[Task details]
Only the lines from the start of the data through the one containing "Build a routing" belong in your answer; return them exactly.

(Saved entries)

▬▬▬▬▬▬

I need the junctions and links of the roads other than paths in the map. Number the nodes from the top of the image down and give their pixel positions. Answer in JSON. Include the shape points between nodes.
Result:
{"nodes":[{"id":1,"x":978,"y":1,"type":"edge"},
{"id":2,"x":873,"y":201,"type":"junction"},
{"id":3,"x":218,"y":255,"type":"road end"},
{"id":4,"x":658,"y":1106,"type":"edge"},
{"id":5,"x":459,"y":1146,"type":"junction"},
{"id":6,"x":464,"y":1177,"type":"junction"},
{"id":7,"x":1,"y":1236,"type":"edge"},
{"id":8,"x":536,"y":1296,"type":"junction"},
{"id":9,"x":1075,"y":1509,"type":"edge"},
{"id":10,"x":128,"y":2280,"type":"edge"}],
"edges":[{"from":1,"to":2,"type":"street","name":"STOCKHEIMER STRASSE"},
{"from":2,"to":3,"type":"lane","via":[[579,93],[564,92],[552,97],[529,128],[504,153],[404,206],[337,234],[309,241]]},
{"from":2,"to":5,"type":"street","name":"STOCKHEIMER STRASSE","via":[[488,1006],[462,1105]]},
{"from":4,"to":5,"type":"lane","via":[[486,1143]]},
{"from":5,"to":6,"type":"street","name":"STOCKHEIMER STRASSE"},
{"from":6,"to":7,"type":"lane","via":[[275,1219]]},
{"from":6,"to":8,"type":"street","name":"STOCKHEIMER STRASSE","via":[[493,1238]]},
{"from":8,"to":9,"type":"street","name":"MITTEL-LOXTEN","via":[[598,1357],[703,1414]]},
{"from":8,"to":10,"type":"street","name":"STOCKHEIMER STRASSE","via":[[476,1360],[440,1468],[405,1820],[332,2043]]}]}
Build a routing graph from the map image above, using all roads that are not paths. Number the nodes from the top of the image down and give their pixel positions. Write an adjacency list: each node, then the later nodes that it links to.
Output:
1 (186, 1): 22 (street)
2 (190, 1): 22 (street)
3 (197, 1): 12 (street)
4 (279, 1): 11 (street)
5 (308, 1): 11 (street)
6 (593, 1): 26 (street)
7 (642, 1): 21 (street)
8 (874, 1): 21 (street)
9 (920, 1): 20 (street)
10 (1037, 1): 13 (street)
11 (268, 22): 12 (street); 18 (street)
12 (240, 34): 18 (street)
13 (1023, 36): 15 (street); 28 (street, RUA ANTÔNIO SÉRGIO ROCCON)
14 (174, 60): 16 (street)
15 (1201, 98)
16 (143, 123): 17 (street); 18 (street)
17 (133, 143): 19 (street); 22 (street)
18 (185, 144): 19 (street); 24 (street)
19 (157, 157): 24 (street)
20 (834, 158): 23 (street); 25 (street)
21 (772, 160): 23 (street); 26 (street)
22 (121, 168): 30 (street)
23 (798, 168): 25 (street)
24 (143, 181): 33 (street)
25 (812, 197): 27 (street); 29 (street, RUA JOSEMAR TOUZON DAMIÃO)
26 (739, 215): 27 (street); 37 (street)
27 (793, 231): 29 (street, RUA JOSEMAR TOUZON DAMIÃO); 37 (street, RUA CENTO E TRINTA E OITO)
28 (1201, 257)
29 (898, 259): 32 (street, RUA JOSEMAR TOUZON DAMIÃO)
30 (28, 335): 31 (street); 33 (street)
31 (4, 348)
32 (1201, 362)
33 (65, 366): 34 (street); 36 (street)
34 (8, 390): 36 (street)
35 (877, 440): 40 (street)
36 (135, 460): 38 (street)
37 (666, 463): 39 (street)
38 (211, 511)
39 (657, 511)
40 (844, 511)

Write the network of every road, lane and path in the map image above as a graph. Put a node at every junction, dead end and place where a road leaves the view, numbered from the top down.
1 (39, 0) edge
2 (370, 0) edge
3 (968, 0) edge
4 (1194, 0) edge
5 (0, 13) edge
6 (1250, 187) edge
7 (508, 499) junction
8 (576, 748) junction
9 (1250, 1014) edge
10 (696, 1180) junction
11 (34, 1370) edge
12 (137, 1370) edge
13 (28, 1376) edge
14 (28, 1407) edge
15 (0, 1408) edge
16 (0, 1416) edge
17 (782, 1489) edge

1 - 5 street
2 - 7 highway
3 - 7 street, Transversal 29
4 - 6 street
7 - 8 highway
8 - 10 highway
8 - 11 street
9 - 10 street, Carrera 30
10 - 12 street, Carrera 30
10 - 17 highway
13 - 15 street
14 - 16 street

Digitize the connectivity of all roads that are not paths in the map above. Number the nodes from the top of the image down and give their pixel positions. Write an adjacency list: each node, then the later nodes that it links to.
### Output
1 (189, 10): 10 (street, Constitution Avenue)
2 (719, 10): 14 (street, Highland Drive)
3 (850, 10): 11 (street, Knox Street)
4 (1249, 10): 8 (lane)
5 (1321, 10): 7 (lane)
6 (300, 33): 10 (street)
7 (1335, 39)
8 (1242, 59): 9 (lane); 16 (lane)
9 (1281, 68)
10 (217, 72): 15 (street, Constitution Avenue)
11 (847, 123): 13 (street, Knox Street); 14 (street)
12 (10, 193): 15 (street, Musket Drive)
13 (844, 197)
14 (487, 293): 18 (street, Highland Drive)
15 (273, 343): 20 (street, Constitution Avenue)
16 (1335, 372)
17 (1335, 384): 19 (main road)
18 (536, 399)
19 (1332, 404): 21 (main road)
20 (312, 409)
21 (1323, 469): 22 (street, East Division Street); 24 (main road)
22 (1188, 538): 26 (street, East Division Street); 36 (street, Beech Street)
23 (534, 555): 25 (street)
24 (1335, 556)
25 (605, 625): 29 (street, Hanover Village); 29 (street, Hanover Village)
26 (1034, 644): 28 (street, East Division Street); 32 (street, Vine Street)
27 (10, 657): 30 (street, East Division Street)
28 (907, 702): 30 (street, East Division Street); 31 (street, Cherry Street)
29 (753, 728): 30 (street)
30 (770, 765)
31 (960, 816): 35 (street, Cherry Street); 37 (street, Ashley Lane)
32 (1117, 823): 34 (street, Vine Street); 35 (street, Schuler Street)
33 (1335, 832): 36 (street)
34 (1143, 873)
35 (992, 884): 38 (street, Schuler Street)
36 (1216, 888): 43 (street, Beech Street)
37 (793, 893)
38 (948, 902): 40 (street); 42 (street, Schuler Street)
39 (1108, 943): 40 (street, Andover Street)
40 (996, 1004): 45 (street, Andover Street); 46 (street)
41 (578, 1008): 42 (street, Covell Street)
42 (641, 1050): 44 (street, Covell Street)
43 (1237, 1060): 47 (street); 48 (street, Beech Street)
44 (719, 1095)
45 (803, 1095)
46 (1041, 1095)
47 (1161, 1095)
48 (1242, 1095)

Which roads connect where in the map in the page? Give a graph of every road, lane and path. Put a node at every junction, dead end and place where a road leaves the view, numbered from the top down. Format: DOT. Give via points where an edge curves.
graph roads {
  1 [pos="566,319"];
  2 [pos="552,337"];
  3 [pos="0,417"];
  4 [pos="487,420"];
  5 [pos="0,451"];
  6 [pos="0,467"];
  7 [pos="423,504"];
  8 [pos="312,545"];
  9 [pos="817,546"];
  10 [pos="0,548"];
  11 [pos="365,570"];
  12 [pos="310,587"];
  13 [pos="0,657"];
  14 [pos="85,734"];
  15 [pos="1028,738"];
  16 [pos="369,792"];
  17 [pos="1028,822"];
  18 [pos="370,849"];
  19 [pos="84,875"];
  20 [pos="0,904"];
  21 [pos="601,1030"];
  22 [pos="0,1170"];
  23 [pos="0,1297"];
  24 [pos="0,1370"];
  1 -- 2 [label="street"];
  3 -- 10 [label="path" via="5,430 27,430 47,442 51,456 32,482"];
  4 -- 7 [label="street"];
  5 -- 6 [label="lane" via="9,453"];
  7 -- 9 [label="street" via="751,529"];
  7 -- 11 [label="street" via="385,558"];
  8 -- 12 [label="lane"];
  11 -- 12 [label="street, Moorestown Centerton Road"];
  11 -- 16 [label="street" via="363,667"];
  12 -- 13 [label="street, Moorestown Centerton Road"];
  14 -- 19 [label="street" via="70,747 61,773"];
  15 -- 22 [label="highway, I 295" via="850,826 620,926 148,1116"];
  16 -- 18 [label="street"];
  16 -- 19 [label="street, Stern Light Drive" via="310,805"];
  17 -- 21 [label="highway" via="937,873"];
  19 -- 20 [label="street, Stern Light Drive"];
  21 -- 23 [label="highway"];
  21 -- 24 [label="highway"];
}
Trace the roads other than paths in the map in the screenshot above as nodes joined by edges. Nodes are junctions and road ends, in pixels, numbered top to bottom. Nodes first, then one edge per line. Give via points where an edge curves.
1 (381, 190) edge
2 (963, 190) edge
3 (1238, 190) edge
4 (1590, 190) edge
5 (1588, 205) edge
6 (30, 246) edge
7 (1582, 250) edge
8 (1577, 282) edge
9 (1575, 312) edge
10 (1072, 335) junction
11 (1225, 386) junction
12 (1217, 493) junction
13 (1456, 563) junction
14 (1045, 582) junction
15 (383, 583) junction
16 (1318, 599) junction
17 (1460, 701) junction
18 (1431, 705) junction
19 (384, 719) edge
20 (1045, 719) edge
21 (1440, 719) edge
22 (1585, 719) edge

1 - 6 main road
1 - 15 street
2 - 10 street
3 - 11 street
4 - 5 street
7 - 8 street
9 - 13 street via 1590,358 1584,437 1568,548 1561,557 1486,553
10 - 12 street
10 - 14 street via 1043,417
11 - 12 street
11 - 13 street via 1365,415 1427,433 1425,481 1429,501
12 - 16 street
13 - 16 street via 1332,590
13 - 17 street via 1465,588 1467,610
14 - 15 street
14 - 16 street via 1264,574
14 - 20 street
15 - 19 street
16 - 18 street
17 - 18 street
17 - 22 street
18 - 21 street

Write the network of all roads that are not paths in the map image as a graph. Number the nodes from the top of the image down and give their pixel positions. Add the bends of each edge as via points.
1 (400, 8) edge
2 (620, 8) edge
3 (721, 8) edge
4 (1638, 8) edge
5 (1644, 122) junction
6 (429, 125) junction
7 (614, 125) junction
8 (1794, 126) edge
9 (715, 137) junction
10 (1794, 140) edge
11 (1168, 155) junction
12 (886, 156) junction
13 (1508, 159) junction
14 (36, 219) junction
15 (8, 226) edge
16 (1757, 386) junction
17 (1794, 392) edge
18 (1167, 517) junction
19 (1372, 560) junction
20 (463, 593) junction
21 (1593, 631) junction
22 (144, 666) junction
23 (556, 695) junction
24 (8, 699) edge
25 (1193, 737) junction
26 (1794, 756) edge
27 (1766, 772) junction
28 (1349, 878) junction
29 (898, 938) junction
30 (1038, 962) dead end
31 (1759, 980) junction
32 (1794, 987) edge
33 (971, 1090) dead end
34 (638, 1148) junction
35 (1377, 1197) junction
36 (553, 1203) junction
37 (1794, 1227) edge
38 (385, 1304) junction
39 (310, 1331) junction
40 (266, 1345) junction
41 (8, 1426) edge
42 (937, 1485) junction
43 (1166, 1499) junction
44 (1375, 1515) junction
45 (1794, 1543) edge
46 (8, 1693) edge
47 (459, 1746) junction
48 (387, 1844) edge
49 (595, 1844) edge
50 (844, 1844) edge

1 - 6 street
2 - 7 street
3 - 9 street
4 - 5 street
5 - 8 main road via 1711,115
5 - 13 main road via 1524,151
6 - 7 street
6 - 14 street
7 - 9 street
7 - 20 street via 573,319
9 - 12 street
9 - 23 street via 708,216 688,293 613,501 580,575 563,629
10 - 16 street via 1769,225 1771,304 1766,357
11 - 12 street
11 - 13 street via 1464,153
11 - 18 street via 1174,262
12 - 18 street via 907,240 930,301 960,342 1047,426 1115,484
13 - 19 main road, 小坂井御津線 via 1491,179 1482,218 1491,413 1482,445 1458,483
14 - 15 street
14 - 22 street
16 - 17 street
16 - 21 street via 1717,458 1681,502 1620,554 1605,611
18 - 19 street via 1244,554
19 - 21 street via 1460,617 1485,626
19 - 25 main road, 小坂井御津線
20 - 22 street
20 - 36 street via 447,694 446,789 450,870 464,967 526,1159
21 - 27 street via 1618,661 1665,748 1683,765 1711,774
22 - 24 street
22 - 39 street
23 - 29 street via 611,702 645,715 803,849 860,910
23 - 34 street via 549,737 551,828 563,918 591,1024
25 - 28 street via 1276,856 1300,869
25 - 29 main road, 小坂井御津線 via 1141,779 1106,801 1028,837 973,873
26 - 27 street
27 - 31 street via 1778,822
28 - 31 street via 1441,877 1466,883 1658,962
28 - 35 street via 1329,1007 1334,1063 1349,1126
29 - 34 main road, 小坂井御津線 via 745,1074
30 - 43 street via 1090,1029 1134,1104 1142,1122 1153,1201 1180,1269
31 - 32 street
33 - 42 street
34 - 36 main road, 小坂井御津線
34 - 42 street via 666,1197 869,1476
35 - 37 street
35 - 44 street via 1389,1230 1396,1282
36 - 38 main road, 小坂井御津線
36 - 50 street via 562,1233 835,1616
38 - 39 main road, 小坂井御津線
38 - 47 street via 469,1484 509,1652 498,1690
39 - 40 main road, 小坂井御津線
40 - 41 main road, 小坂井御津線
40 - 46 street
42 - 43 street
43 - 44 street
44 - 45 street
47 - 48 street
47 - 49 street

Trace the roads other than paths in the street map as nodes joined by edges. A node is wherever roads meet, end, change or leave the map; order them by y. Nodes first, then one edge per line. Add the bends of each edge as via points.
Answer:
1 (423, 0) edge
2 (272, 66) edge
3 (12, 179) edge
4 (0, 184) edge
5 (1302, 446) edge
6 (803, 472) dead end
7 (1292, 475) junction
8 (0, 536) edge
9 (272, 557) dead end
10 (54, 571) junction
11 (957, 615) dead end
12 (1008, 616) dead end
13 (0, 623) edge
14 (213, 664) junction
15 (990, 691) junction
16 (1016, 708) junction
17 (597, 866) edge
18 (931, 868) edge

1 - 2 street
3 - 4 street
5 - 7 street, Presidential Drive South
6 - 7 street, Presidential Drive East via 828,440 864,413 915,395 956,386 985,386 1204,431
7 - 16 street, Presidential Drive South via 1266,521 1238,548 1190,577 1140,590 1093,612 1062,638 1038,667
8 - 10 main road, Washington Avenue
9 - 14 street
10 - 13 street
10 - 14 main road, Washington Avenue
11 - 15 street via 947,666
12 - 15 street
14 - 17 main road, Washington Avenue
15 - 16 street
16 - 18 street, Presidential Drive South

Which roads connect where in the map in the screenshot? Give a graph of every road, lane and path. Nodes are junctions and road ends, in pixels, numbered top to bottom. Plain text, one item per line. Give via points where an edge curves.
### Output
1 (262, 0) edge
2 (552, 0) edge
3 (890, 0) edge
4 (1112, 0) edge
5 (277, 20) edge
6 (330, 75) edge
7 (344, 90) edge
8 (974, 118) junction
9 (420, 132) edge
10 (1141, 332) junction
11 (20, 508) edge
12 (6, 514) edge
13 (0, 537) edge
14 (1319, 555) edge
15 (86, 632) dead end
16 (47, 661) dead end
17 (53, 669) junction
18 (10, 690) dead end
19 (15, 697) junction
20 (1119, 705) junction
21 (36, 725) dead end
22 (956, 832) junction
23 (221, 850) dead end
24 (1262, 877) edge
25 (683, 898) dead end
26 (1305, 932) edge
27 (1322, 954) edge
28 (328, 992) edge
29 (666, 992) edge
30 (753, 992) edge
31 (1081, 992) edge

▬▬▬▬▬▬

[Expected output]
I need the junctions and links of the roads other than paths in the map. Number the nodes from the top of the image down and give their pixel positions. Answer in JSON. Include the shape points between nodes.
Result:
{"nodes":[{"id":1,"x":978,"y":1,"type":"edge"},
{"id":2,"x":873,"y":201,"type":"junction"},
{"id":3,"x":218,"y":255,"type":"road end"},
{"id":4,"x":658,"y":1106,"type":"edge"},
{"id":5,"x":459,"y":1146,"type":"junction"},
{"id":6,"x":464,"y":1177,"type":"junction"},
{"id":7,"x":1,"y":1236,"type":"edge"},
{"id":8,"x":536,"y":1296,"type":"junction"},
{"id":9,"x":1075,"y":1509,"type":"edge"},
{"id":10,"x":128,"y":2280,"type":"edge"}],
"edges":[{"from":1,"to":2,"type":"street","name":"STOCKHEIMER STRASSE"},
{"from":2,"to":3,"type":"lane","via":[[579,93],[564,92],[552,97],[529,128],[504,153],[404,206],[337,234],[309,241]]},
{"from":2,"to":5,"type":"street","name":"STOCKHEIMER STRASSE","via":[[488,1006],[462,1105]]},
{"from":4,"to":5,"type":"lane","via":[[486,1143]]},
{"from":5,"to":6,"type":"street","name":"STOCKHEIMER STRASSE"},
{"from":6,"to":7,"type":"lane","via":[[275,1219]]},
{"from":6,"to":8,"type":"street","name":"STOCKHEIMER STRASSE","via":[[493,1238]]},
{"from":8,"to":9,"type":"street","name":"MITTEL-LOXTEN","via":[[598,1357],[703,1414]]},
{"from":8,"to":10,"type":"street","name":"STOCKHEIMER STRASSE","via":[[476,1360],[440,1468],[405,1820],[332,2043]]}]}
Build a routing graph from the map image above, using all roads that are not paths. Number the nodes from the top of the image down and give their pixel positions. Write an adjacency list: each node, then the later nodes that it links to.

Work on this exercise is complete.